Node reduction - Should I use "primaries" or "none"

Archie1 · March 17, 2025, 12:28am

Hi Everyone,

I am reducing an Elasticsearch cluster from 6 nodes to 3.

I have already started the process and can see shard draining from the nodes.

Nodes were taken out of the pool with the correct command so that part is all good:

"cluster.routing.allocation.exclude._name": "<redacted>,<redacted>,<redacted>"

While the initial drain seemed to happen quite quickly, it appears to have slowed to crawl now, and I am wondering if I have used the right command to allow shards just on primaries. I have seen posts that recommend "none" for the command:

"cluster.routing.allocation.enable": "primaries"

When I set this to none, the cluster turns to RED and I get a lot of unassigned shards (I guess this is expected because they can't go anywhere with 'none') - But then I read posts that RED is not a bad thing during this process....

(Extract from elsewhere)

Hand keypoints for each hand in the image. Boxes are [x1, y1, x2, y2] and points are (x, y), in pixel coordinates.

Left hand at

But.. will the cluster eventually sort itself out? Or am I being too impatient and I need to wait for the shards to drain naturally with the "primaries" command, and Elasticsearch will eventually work out (and then drop) the shards it does not need from the nodes being drained?

Thanks in advance!

leandrojmp · March 17, 2025, 1:26am

Which posts? If these are old posts they may be referring to old versions.

Normally you would set allocation to none during a restart to avoid shards moving when a node is know to be back online shortly, but I don't think that this is the recommendation for the past years as you can delay the allocation.

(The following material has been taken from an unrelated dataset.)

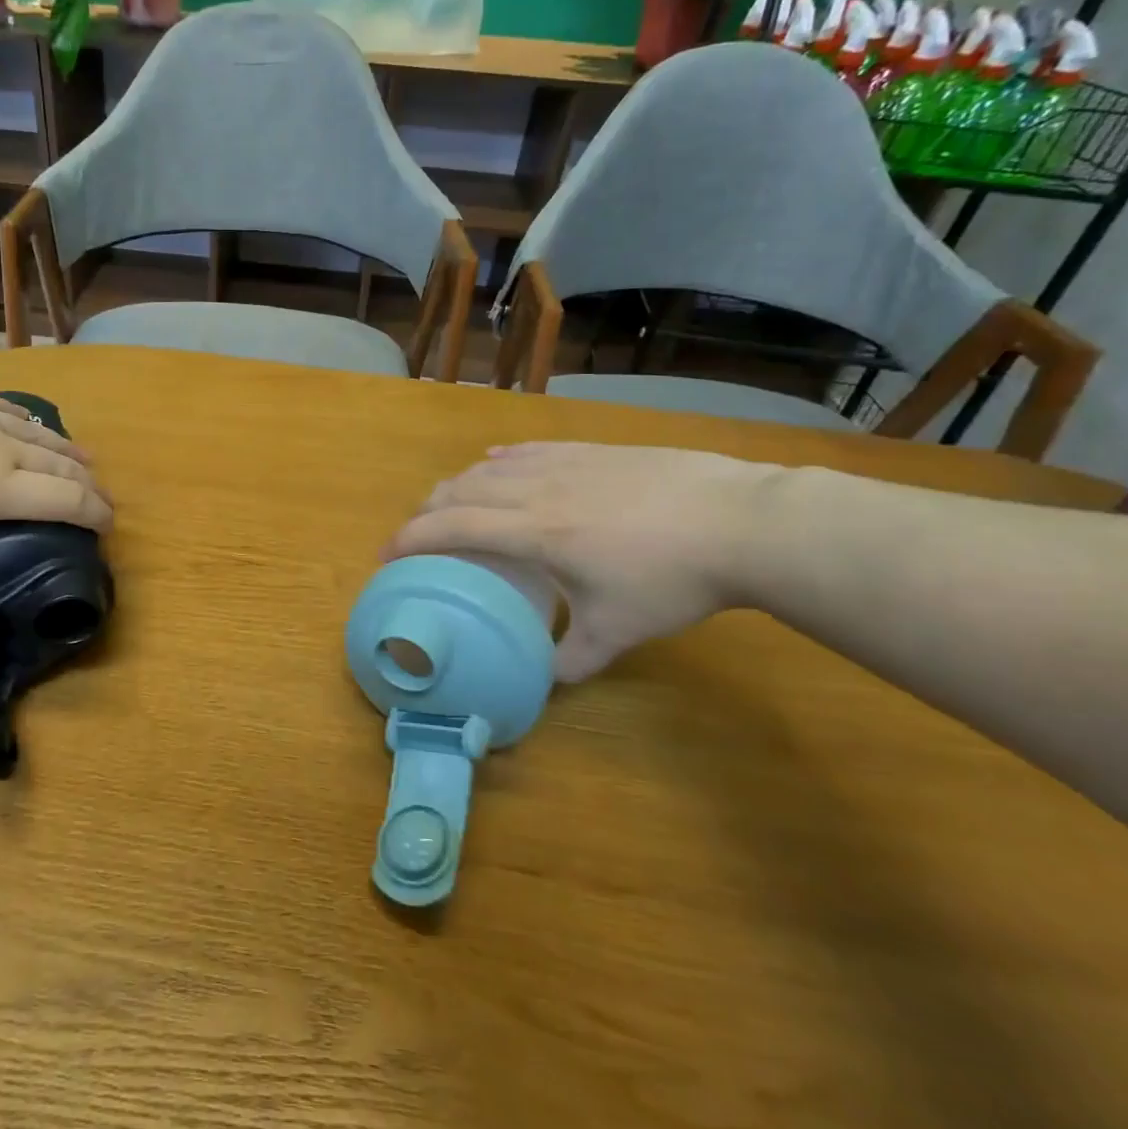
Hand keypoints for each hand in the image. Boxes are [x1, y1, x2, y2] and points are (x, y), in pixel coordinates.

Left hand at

If you set it to none this means that no shards will be allowed to be allocate in the cluster, this includes the shards that you need to move from one node to another, so you cannot set it to none.

Which posts? They may also be referring to old-versions can you share some examples? A RED Cluster is not a desired state.

Which version are you running? You didn't say.

When you exlude a node from allocation, Elasticsearch will start moving out shards from the node, depending on the number of shards and their size this can take a lot of time, so you probably just need to wait.

How much data you have in those nodes? Does the 3 remaining nodes have enough space to receive all the data?

Archie1 · March 17, 2025, 2:17am

Thanks - I am running 6.8.23 - Looking to reduce the cluster to eventually go cloud, but that is some way off.

Thank you for confirming the none action. I suspect I just need to wait.

I have doubled the disk capacity of the receiving nodes, so space is not an issue, and I'm not hitting any watermark issues, etc.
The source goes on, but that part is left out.